At one time Ah Goh was always dropping his pen. The reason was a hole in his pocket. An easy fix, so I went home (which was nearby), got out my thread and needle and helped him sew it up. Haha, it was the first time I ever sewed anything with a person in it. In primary school we all learnt to sew, embroider, knit, crochet, etc.  - it was indeed a very unusual but rich experience!

On another occasion, it was just helping him to get a proper elderly phone or bright torch. Or getting him a proper carry-all bag. Small little gestures that made me wonder how come his kids never did all those things for him. Buying a bloody Nokia phone  with screen lock that he couldn't even get past. Really ter nao (pig brain) and also WTF.

That night I met his three daughters at the door. Again wtf. Aren't daughters supposed to know better?

I could understand perhaps Goh was a good provider but not a great father, prefering to run around jiang-hu then hang about at home.

He's now deaf in one ear and can only hear partial in the other.  He needs eye drops daily to see. His eyes are clear so likely the problem is with his retina, the sensing cones hardening and becoming useless. Docs have told him we will go completely blind in three years. Just the thought of that must be terrifying!
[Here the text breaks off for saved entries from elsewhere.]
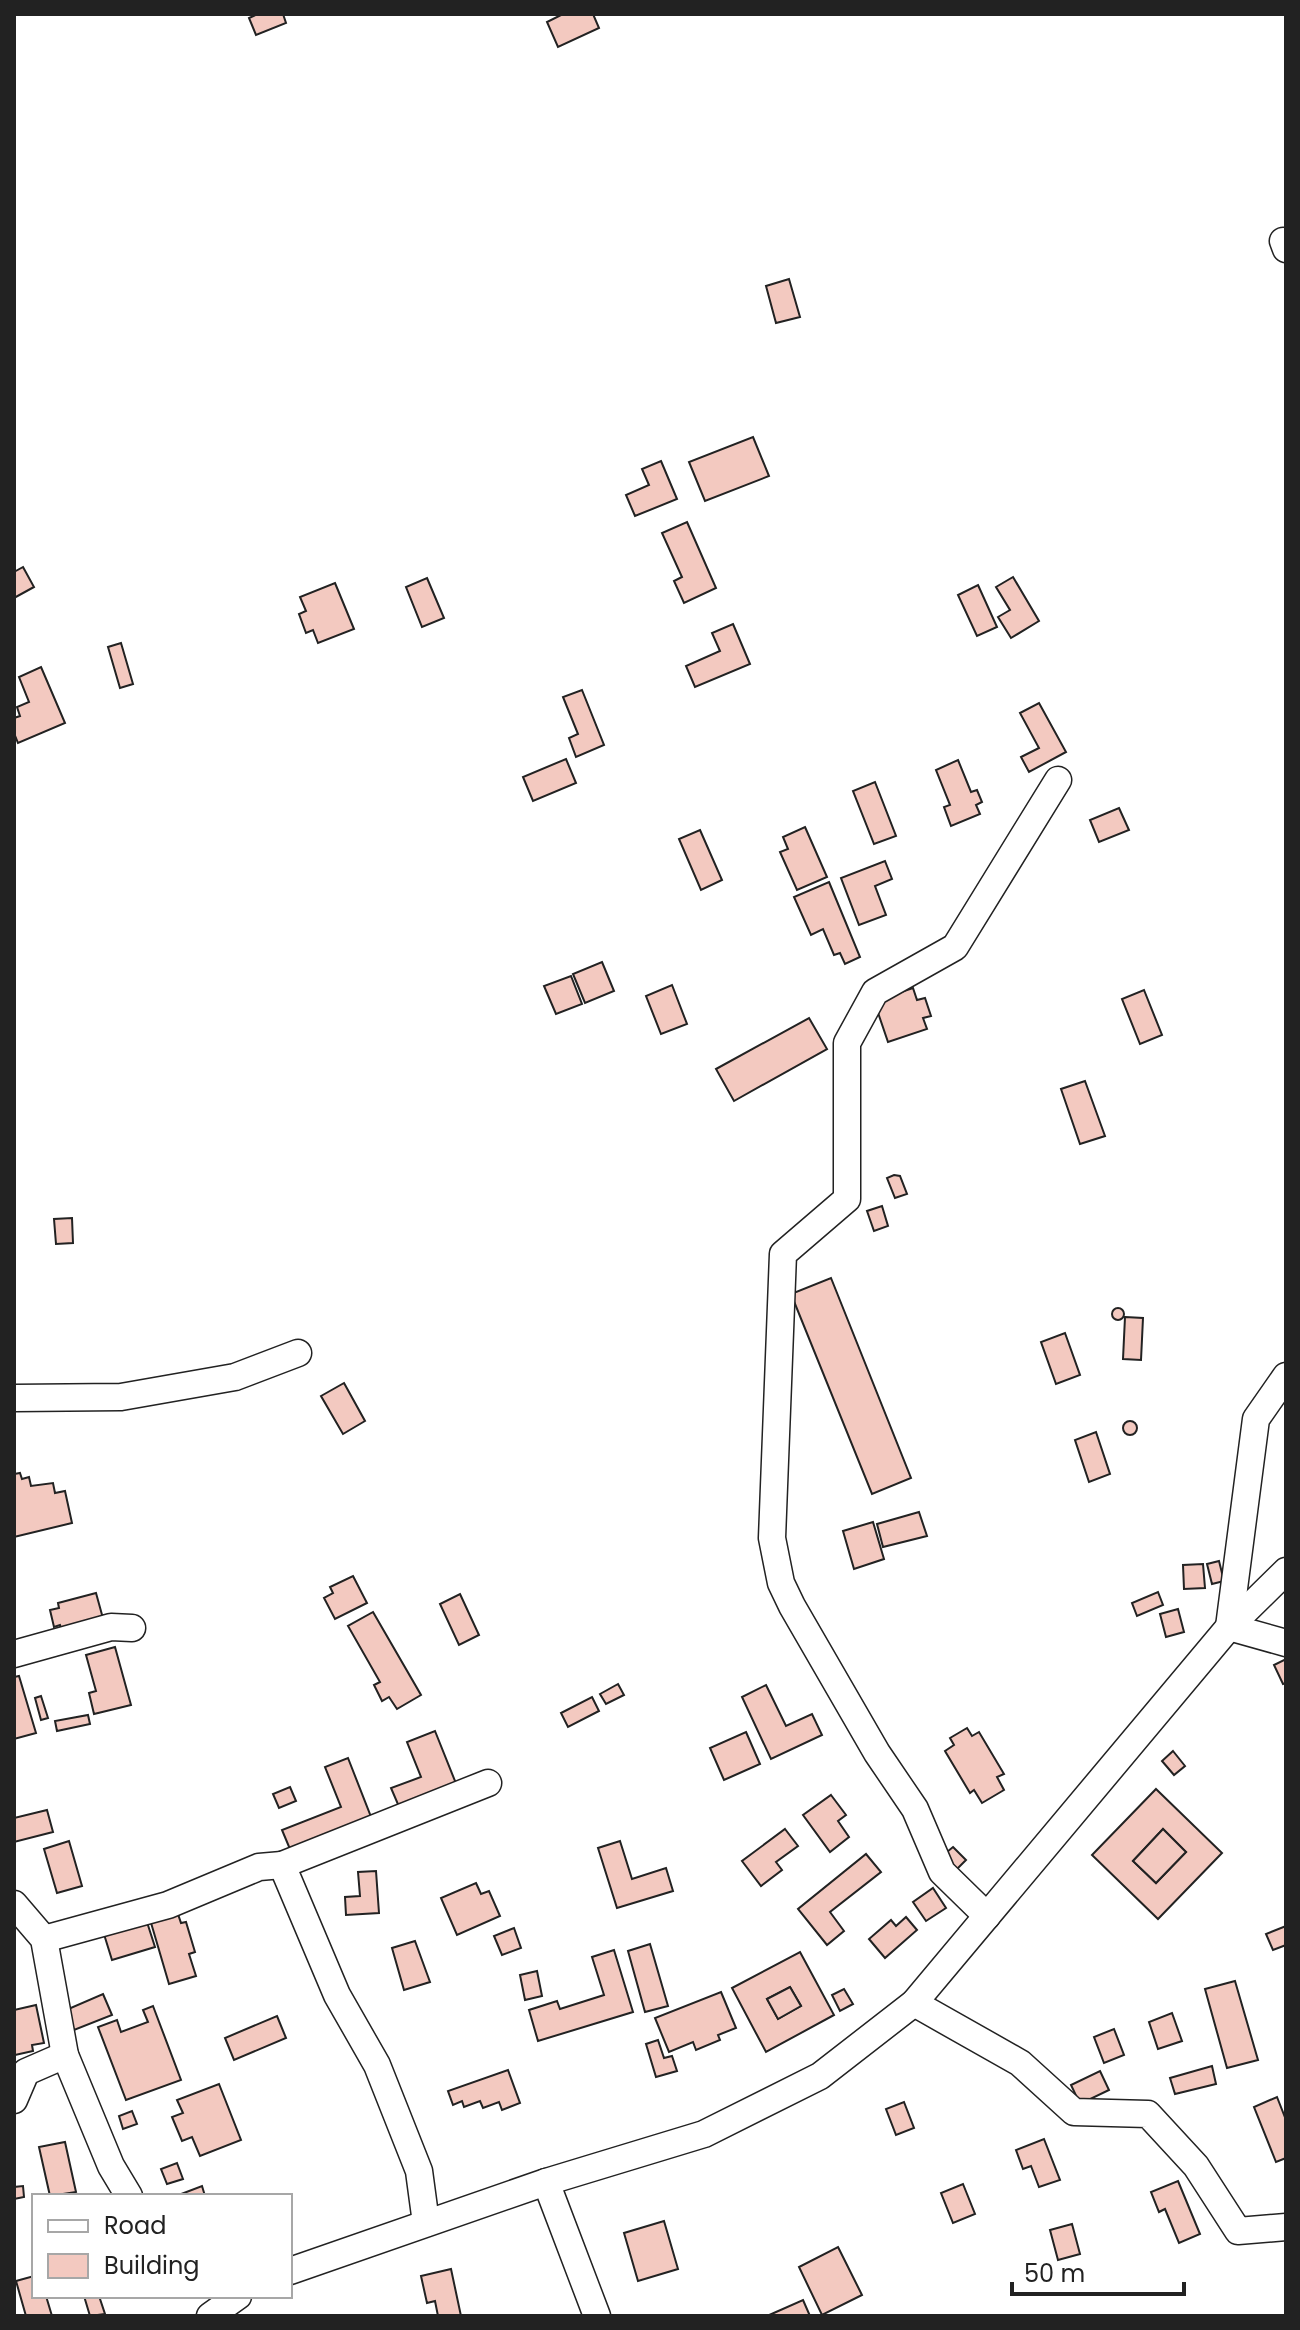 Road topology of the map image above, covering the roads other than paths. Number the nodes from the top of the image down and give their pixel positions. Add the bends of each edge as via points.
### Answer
1 (1058, 780) dead end
2 (298, 1353) dead end
3 (1286, 1376) edge
4 (14, 1398) edge
5 (1286, 1571) edge
6 (1229, 1627) junction
7 (132, 1628) dead end
8 (1286, 1643) edge
9 (14, 1654) edge
10 (488, 1783) dead end
11 (282, 1865) junction
12 (14, 1904) edge
13 (987, 1916) junction
14 (44, 1939) junction
15 (914, 2003) junction
16 (65, 2055) junction
17 (20, 2072) edge
18 (14, 2100) edge
19 (546, 2182) junction
20 (128, 2194) edge
21 (426, 2223) junction
22 (1286, 2227) edge
23 (292, 2270) edge
24 (233, 2298) edge
25 (208, 2308) edge
26 (597, 2316) edge

1 - 13 street via 955,947 875,992 847,1043 847,1199 783,1254 772,1538 781,1583 877,1753 915,1809 942,1872
2 - 4 street via 235,1377 121,1397
3 - 6 street via 1256,1419
5 - 6 street
6 - 8 street
6 - 13 street
7 - 9 street via 111,1627
10 - 11 street
11 - 14 street via 259,1867 168,1905
11 - 21 street via 337,1995 377,2065 419,2171
12 - 14 street
13 - 15 street
14 - 16 street
15 - 19 street via 820,2076 754,2112 704,2134
15 - 22 street via 1020,2063 1074,2112 1148,2114 1196,2166 1238,2231
16 - 17 street
16 - 20 street
17 - 18 street
19 - 21 street
19 - 26 street
21 - 23 street
24 - 25 street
Ah Goh regrets not seeking consultation early. Now, in dim places, he needs bright torchlight to feel his way - why I was so damn surprised to get his call on Saturday. I was really gobsmacked. 📷

We finished our catch-up in the kpt at 10:15 that night. Naturally  he was curious as to what changes had taken place at the kpt since he left. I then sent him home by cab back to Bishan. The Malay driver gave me a big discount as he said I was doing a good deed. I said I was just doing what I could. 📷

It was as much an education talking to Ah Goh as it was for me helping him out. Old people are time capsules and since my time volunteering at the Singapore Memory Project (now defunct), I find I enjoy talking to them . Their recall of the past is just like time travel to me. Many a times, I learn very surprising things.

At the door when I was explaining to Ah Goh's daughters how I came to be bringing their father home. They let slip that they didn't even know that their grandparents were from Jalan Cheng Hwa. I think I need to go visit Ah Goh and educate these kids... And "wake up their idea." KNS.

- the end

Ah Goh (Hoo Sin) - half blind but still made his way from Bishan to visit me. I'm humbled.